▸ **What is needed**: If a line of the data below holds the string "Vasile", copy it.

***

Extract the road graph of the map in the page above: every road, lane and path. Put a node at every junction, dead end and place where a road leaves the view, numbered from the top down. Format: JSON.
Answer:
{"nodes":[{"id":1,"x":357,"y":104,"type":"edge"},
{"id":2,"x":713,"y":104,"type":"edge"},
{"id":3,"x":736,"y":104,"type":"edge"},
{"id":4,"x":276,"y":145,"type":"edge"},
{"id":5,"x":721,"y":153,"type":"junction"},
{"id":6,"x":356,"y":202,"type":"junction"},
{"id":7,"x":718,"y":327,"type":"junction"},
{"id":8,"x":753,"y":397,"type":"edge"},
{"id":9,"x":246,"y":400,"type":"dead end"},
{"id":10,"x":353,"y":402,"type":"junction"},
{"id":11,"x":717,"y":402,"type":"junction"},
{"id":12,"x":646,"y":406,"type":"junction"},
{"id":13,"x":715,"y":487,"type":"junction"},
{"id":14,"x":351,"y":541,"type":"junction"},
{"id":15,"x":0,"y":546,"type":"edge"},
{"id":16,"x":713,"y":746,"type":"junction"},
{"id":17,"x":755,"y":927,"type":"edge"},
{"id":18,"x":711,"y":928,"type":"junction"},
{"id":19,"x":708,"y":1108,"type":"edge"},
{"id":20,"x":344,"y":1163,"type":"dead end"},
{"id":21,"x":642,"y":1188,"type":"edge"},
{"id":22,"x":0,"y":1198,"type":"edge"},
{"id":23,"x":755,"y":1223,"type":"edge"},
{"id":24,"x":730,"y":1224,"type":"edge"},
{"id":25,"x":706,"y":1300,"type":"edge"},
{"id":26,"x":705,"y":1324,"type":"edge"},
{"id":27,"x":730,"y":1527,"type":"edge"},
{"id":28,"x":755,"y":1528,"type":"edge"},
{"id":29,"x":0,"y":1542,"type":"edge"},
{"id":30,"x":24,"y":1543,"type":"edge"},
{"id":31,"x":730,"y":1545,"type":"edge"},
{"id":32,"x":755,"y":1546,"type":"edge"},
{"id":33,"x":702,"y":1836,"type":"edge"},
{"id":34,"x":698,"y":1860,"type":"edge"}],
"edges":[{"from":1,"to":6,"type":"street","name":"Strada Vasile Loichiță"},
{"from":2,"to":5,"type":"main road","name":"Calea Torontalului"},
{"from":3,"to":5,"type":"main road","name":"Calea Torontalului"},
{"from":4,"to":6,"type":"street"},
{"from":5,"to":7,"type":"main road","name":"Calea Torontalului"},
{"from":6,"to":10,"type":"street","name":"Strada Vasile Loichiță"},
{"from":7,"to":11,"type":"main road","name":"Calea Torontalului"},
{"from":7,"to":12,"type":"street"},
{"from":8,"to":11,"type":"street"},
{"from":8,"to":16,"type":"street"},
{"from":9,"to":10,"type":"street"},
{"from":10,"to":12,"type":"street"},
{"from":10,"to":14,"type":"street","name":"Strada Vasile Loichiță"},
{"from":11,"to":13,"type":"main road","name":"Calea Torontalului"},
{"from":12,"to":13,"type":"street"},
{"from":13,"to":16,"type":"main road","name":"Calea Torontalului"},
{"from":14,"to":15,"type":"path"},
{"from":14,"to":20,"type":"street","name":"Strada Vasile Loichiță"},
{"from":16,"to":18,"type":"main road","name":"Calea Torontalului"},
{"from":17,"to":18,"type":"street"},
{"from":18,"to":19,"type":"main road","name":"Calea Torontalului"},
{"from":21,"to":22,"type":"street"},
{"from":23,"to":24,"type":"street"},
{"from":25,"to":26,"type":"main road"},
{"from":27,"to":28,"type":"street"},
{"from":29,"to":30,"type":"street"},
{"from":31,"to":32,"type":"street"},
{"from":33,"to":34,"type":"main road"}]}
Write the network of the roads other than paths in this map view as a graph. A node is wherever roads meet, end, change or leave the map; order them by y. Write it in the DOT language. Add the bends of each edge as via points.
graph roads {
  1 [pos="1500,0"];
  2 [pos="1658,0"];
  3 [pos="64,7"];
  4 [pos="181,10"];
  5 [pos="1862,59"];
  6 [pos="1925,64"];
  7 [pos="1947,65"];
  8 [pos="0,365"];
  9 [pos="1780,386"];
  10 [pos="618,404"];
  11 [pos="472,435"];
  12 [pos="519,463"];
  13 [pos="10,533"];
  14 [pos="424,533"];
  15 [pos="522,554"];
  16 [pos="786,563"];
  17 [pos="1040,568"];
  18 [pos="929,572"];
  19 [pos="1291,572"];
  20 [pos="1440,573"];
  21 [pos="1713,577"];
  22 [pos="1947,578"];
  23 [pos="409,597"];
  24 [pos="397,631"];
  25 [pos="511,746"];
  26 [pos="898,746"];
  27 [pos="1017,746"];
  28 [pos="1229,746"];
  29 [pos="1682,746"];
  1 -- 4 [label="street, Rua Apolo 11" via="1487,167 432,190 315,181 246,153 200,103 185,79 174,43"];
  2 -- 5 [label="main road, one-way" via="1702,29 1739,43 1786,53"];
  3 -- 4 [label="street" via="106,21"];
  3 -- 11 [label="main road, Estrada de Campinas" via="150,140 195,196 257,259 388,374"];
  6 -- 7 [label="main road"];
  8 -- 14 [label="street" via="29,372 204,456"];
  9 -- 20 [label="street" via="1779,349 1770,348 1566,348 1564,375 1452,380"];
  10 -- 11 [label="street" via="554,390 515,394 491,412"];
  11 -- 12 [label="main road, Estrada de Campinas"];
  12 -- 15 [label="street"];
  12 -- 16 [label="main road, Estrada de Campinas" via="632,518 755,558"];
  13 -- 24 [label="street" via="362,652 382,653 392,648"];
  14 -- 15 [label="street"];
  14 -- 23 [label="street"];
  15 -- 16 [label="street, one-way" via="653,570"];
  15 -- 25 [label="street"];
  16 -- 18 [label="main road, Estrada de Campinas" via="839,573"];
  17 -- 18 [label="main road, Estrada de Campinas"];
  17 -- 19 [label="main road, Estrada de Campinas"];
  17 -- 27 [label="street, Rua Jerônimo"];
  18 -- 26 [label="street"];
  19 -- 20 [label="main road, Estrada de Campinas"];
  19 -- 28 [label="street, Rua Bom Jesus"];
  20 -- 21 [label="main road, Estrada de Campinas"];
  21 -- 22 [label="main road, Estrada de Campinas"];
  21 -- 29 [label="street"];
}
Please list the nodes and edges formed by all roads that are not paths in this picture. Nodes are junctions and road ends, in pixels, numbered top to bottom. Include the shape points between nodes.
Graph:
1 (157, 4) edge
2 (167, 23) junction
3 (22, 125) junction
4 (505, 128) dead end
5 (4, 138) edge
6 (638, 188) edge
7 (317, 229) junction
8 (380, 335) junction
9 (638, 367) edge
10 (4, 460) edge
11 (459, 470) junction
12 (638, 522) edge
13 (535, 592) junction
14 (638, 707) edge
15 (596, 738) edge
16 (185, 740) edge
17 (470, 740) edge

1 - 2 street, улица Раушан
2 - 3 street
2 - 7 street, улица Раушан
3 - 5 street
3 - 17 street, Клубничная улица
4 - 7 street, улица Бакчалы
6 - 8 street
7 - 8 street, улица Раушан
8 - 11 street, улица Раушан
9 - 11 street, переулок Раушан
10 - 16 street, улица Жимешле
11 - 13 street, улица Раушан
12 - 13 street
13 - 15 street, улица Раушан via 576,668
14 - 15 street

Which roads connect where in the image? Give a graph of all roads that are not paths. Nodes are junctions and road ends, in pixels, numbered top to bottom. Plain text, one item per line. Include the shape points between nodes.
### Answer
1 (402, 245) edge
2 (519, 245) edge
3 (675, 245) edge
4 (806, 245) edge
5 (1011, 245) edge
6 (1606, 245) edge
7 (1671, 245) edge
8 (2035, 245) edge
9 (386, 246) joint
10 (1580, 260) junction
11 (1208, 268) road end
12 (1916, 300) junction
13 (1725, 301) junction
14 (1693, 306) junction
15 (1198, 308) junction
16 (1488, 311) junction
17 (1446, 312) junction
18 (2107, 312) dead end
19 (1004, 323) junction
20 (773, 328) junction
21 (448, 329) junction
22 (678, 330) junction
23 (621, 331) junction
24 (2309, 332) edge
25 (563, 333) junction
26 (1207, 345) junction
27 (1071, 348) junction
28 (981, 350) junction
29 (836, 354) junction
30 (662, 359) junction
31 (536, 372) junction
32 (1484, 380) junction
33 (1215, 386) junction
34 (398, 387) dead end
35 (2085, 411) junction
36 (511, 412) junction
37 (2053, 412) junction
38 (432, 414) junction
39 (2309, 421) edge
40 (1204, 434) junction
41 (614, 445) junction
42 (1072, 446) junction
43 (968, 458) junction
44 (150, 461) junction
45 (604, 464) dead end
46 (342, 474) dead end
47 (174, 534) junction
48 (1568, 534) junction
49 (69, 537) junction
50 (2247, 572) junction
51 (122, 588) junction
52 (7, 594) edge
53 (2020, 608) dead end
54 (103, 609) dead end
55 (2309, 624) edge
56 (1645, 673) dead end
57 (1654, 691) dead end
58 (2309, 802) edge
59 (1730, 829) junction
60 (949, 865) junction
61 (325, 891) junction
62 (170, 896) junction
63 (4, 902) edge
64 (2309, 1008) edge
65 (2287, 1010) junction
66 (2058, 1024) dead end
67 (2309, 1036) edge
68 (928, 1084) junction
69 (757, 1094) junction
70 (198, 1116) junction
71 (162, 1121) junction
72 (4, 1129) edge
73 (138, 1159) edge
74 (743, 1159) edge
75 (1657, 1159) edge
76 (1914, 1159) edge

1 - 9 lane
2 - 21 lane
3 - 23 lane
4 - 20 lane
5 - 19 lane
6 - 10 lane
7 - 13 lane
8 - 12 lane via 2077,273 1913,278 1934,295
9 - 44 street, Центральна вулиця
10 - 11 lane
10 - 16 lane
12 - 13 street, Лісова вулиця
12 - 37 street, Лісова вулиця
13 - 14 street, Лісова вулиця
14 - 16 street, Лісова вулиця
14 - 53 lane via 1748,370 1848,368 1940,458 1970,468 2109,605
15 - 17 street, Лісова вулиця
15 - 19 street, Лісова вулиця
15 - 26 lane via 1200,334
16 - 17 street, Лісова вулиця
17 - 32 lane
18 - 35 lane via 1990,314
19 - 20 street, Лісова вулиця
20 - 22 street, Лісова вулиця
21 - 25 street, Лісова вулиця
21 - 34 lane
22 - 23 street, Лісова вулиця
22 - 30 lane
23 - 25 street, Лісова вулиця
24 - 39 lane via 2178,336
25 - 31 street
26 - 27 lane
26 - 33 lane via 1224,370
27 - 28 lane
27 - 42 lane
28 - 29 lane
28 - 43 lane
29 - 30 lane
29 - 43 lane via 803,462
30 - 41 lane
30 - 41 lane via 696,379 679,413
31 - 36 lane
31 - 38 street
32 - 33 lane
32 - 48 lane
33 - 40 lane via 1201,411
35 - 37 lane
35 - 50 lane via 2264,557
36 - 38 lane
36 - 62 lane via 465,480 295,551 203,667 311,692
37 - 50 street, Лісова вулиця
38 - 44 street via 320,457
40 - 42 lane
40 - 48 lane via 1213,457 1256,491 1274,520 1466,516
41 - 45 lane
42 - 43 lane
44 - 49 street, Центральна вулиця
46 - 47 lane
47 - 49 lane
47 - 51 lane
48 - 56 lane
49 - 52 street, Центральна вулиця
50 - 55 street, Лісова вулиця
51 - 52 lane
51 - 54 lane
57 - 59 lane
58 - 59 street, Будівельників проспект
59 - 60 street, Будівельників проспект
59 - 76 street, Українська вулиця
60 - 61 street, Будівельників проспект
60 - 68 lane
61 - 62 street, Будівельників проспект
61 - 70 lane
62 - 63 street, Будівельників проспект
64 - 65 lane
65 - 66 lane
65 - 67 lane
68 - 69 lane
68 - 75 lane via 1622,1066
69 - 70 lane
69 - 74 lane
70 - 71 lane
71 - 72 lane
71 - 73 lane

***

▸ **Task solution**:
"edges":[{"from":1,"to":6,"type":"street","name":"Strada Vasile Loichiță"},
{"from":6,"to":10,"type":"street","name":"Strada Vasile Loichiță"},
{"from":10,"to":14,"type":"street","name":"Strada Vasile Loichiță"},
{"from":14,"to":20,"type":"street","name":"Strada Vasile Loichiță"},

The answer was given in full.